((

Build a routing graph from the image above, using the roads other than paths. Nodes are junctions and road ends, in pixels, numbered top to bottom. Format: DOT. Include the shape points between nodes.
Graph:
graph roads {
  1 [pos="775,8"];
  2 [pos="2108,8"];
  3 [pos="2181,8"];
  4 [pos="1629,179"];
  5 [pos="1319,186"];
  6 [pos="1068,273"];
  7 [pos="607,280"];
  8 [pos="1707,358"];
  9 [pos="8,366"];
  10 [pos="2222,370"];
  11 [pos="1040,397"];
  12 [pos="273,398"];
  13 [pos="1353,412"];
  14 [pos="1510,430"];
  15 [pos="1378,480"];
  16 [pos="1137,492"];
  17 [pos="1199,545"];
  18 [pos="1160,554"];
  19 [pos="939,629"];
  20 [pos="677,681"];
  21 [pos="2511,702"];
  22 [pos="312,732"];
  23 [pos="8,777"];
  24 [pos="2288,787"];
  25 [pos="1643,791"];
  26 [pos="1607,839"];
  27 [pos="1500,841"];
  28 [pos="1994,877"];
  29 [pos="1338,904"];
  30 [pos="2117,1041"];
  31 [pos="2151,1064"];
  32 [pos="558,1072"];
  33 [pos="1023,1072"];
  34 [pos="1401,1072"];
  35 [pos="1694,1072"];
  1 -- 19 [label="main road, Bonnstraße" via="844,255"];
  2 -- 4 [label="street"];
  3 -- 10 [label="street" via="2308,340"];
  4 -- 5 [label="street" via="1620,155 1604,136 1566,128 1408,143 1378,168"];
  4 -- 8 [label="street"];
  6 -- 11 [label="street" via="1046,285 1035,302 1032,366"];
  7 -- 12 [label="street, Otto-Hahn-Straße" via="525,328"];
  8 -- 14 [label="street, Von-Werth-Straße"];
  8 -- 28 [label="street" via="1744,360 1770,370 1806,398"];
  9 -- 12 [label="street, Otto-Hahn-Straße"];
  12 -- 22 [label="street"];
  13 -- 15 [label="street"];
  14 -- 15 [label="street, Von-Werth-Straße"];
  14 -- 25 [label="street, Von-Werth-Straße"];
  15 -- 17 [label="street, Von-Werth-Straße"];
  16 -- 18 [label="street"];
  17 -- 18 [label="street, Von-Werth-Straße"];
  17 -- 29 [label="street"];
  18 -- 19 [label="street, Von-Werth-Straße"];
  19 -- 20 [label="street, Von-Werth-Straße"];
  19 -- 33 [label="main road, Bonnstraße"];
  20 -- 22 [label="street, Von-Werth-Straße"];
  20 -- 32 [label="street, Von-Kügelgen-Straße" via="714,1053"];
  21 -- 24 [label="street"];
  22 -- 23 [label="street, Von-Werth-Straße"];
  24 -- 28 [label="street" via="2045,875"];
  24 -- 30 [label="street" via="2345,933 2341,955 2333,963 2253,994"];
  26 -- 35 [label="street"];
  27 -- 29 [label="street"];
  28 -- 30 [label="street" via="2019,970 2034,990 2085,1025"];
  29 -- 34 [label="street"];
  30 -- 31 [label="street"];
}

))

Give only a number, the count of lines above that include the string "Bonnstraße".

2